• Exercise prompt
Please state how many lines in the records below contain the word "Мукачівська"; the number alone is the answer.

________________________________________

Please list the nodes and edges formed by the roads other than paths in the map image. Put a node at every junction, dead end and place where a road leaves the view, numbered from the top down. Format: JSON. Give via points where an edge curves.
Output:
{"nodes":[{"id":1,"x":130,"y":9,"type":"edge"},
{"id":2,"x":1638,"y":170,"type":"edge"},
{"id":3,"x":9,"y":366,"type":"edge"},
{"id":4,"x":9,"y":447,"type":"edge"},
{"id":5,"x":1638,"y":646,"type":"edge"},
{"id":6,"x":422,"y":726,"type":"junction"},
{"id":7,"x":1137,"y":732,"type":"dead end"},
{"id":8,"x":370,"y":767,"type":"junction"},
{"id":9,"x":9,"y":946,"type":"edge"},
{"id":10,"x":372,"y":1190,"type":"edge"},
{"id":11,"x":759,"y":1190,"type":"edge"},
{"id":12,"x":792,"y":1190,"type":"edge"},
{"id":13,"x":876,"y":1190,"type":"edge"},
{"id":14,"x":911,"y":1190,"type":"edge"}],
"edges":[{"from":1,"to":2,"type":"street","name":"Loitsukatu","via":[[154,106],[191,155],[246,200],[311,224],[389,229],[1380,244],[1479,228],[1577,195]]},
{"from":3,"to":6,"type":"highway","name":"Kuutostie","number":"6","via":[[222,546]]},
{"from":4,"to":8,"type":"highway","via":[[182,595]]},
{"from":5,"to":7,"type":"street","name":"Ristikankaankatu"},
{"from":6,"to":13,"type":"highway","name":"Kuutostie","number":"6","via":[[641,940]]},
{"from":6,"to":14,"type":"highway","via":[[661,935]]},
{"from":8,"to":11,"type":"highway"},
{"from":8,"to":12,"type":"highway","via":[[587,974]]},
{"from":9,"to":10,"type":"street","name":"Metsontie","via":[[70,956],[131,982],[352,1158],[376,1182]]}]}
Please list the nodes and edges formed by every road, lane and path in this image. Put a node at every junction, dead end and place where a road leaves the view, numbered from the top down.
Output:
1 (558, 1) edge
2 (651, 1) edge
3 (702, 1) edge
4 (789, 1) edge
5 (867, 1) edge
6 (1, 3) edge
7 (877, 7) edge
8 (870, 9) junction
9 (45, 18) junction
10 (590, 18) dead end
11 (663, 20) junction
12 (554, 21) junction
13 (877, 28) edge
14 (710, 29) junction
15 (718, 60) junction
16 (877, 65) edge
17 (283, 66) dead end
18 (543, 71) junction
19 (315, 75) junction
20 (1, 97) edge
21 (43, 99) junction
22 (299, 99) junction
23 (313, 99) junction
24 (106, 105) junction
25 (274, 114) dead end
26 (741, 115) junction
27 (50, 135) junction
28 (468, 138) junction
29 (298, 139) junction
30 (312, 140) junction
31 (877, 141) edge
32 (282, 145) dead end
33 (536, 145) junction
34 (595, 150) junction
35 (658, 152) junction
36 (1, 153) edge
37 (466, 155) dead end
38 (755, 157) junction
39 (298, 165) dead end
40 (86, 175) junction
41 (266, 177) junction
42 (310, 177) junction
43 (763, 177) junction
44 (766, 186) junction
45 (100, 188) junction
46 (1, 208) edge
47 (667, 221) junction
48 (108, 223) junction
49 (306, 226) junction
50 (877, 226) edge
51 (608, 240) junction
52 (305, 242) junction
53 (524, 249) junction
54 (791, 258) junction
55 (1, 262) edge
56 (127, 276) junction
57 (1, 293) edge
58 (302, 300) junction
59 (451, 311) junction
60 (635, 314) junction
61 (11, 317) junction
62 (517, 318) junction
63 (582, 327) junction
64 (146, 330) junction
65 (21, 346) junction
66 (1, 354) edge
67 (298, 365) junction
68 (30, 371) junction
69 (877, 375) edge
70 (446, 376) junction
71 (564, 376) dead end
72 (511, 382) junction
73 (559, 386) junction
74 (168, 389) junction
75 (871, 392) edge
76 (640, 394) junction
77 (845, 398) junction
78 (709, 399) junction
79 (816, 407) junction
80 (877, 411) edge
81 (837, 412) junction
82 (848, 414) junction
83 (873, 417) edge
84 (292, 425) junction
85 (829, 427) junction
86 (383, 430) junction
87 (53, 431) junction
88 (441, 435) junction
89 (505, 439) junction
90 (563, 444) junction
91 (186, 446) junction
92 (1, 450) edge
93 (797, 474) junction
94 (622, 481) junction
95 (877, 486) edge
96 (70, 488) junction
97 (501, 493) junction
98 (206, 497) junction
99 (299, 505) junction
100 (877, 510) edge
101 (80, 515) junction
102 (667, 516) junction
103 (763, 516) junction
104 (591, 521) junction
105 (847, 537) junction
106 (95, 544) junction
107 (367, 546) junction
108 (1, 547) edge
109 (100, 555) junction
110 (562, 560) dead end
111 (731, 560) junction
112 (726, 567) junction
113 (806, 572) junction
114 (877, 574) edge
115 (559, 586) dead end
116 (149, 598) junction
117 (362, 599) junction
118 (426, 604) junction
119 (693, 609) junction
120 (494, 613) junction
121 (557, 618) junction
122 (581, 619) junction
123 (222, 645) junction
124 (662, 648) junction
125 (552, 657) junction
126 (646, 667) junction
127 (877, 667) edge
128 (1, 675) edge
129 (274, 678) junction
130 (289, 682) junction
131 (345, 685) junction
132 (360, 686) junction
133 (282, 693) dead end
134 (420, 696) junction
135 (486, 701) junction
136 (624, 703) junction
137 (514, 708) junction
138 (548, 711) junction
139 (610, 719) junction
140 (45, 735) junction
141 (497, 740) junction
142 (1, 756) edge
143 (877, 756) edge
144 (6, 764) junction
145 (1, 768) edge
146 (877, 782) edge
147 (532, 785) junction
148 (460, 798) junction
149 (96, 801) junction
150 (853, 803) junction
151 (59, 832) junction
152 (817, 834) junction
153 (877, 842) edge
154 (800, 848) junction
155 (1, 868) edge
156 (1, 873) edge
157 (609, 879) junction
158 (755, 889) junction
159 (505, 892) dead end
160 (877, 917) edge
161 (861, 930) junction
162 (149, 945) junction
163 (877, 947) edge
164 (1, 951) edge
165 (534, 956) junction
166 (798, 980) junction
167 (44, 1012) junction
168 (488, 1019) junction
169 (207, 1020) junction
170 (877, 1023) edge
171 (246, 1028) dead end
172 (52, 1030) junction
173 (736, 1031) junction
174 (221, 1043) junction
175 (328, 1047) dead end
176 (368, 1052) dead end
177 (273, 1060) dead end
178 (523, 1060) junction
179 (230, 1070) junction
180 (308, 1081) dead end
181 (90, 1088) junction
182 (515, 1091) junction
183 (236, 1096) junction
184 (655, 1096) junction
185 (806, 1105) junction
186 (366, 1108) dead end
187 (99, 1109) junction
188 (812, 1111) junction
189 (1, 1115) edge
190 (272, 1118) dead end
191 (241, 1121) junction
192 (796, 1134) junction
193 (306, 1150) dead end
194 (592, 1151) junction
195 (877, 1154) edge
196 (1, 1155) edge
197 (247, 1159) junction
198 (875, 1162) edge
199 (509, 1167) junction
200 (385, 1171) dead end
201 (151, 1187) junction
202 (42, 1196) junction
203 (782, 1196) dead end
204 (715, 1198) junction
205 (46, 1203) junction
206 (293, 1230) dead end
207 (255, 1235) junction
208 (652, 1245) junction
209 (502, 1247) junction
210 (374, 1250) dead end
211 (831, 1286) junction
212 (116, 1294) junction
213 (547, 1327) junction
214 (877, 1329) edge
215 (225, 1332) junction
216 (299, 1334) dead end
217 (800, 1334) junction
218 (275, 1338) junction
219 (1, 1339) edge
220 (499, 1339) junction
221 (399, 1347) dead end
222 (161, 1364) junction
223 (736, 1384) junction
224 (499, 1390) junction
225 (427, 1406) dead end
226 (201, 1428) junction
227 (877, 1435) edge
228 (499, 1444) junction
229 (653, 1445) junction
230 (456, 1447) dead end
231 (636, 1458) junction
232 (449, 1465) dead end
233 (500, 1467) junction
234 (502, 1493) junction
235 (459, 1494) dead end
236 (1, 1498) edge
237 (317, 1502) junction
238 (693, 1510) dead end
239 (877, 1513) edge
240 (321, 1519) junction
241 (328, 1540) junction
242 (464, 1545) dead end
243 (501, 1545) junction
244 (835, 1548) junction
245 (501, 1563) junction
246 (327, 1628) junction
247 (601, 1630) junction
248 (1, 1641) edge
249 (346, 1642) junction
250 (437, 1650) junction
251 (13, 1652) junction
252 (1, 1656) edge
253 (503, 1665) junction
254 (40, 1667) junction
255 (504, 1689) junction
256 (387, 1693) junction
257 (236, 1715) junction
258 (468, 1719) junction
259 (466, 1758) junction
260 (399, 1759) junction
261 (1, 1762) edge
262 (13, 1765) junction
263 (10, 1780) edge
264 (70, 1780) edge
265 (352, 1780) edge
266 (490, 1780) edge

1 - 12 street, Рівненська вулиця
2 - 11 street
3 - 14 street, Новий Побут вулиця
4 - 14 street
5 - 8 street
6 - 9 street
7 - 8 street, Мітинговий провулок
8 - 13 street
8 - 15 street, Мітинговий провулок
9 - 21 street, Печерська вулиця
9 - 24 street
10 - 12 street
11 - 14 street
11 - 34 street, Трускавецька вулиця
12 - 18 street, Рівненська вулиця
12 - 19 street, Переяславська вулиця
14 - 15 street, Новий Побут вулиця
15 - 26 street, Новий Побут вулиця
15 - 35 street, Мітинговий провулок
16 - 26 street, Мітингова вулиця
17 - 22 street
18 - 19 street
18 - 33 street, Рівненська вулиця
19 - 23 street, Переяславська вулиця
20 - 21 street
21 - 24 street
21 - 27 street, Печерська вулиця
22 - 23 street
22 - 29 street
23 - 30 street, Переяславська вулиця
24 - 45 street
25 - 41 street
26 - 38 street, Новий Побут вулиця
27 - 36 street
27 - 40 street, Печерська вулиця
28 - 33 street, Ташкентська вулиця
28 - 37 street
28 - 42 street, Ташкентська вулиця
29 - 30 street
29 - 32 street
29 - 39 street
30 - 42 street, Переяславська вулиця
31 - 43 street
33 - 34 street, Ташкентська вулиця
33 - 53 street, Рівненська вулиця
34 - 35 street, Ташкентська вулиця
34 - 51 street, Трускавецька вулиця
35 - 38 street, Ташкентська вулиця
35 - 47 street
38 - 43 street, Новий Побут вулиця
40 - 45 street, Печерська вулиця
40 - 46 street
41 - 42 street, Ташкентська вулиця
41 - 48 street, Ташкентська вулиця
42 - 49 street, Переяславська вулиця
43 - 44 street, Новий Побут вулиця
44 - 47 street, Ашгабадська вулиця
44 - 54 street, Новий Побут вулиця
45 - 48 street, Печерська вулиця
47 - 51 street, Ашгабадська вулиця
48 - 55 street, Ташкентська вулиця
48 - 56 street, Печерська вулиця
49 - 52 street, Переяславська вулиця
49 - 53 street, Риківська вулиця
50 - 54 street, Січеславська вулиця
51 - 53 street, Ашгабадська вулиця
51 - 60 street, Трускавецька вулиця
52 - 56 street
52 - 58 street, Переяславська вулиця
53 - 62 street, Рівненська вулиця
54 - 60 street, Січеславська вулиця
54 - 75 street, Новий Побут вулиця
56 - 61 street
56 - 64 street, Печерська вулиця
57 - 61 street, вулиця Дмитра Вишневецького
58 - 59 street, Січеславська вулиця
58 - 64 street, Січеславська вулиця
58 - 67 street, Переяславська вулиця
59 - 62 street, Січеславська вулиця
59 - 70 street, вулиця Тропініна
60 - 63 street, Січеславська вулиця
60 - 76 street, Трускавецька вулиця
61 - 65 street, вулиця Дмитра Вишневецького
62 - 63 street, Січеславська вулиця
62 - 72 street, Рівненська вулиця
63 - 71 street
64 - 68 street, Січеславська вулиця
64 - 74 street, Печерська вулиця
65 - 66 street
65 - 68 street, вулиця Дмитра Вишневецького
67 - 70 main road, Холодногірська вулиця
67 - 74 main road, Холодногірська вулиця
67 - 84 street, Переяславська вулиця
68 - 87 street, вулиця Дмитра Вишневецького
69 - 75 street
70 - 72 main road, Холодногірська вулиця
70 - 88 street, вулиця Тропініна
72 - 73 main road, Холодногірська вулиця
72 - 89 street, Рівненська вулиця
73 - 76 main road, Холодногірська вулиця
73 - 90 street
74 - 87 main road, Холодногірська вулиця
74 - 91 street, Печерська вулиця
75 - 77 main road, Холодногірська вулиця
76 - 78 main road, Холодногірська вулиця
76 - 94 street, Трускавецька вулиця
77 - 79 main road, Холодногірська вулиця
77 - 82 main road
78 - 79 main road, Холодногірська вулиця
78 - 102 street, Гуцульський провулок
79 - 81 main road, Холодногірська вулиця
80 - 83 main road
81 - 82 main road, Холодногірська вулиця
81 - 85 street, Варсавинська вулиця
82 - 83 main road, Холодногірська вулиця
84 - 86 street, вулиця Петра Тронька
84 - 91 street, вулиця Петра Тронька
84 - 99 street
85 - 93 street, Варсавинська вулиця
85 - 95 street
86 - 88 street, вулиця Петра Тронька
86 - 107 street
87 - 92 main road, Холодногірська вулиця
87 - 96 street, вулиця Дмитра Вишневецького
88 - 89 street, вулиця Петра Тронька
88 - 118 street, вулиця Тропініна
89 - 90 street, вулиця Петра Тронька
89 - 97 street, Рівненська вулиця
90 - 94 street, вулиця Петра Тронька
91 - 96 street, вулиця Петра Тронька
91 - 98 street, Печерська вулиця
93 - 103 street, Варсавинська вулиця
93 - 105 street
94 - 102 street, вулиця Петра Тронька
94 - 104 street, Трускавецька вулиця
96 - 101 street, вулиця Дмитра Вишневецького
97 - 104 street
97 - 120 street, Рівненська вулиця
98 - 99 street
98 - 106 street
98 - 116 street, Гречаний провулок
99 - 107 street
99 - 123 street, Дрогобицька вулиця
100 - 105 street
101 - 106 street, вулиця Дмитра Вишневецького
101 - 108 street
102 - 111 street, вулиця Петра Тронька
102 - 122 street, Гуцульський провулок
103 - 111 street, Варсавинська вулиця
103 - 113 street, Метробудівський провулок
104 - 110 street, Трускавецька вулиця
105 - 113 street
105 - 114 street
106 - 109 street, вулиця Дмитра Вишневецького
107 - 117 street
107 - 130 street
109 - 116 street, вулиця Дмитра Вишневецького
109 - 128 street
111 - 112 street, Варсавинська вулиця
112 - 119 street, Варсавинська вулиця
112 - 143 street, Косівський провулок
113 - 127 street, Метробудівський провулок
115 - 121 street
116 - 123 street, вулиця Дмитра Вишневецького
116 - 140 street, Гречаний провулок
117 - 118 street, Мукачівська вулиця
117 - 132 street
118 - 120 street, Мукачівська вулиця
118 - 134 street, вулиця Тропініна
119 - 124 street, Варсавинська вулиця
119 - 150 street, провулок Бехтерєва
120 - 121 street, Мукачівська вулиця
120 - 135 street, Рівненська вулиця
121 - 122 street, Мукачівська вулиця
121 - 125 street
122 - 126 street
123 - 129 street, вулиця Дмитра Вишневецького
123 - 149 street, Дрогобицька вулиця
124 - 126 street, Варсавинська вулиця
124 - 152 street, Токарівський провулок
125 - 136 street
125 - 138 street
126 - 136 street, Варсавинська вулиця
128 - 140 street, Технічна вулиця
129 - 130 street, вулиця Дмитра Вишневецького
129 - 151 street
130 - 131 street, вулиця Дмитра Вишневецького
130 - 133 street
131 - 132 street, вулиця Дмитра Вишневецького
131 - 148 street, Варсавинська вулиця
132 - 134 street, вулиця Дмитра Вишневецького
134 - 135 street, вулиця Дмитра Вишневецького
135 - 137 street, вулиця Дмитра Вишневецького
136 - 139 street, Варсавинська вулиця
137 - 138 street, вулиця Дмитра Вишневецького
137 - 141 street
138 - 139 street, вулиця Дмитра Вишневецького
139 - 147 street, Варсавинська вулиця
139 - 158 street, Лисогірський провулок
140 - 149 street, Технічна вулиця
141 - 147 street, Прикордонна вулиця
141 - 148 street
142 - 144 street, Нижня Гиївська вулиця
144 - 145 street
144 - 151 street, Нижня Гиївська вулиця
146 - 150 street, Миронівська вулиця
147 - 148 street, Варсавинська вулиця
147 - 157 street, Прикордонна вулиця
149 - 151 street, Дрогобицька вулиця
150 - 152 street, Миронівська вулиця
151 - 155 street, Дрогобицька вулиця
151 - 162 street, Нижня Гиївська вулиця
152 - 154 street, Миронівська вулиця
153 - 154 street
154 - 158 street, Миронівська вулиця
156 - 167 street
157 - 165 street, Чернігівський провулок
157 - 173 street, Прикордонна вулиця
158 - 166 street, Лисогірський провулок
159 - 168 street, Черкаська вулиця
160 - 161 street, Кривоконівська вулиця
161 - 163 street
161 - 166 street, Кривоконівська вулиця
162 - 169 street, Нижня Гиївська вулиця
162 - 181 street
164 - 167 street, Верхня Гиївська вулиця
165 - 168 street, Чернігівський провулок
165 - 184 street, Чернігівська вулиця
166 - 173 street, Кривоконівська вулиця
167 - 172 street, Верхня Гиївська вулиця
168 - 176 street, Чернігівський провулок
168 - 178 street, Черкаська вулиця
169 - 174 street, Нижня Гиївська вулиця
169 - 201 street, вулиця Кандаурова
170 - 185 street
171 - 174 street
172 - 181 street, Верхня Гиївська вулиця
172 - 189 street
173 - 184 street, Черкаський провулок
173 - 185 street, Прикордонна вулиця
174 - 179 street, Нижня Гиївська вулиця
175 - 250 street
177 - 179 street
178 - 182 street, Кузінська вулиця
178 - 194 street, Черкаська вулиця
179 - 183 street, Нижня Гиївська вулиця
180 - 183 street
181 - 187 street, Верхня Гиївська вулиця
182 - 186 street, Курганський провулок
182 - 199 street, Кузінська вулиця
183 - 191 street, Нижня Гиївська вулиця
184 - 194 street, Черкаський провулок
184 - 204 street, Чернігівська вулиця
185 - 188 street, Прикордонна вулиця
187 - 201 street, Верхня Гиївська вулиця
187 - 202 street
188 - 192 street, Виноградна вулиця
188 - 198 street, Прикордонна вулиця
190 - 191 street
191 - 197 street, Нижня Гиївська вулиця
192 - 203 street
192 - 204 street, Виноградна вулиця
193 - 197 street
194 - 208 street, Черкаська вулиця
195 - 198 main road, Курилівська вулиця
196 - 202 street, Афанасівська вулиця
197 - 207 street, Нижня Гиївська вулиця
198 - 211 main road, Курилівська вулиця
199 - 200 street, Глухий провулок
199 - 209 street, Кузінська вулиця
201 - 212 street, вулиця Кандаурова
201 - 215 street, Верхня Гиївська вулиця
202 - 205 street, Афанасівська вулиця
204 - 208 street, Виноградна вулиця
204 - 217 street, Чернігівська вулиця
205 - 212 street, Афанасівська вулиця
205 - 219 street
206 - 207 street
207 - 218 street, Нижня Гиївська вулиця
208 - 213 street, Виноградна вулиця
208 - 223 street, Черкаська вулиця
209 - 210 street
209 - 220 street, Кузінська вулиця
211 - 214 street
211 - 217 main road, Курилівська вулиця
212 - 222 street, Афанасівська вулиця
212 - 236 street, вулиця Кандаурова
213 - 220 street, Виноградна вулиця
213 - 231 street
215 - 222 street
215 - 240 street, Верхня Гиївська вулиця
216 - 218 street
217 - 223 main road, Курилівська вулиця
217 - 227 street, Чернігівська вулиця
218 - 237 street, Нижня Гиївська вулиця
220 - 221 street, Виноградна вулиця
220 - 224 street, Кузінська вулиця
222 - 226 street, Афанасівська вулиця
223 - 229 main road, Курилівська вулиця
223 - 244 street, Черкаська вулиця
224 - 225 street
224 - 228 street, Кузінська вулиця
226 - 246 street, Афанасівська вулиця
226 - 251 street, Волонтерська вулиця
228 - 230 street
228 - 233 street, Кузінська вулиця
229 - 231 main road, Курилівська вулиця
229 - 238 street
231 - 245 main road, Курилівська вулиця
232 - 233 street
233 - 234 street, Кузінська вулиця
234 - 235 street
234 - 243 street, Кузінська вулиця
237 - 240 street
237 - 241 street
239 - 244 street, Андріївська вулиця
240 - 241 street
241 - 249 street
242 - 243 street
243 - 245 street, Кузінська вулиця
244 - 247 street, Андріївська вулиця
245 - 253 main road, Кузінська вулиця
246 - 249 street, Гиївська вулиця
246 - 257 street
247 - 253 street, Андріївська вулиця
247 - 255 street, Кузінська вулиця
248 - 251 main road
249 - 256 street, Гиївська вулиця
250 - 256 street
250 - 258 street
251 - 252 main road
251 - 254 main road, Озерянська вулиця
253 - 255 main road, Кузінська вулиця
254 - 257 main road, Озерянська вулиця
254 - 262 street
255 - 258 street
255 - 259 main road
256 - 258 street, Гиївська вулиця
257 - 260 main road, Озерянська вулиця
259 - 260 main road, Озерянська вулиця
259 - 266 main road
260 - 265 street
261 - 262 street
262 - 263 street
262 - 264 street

________________________________________

• Response area
4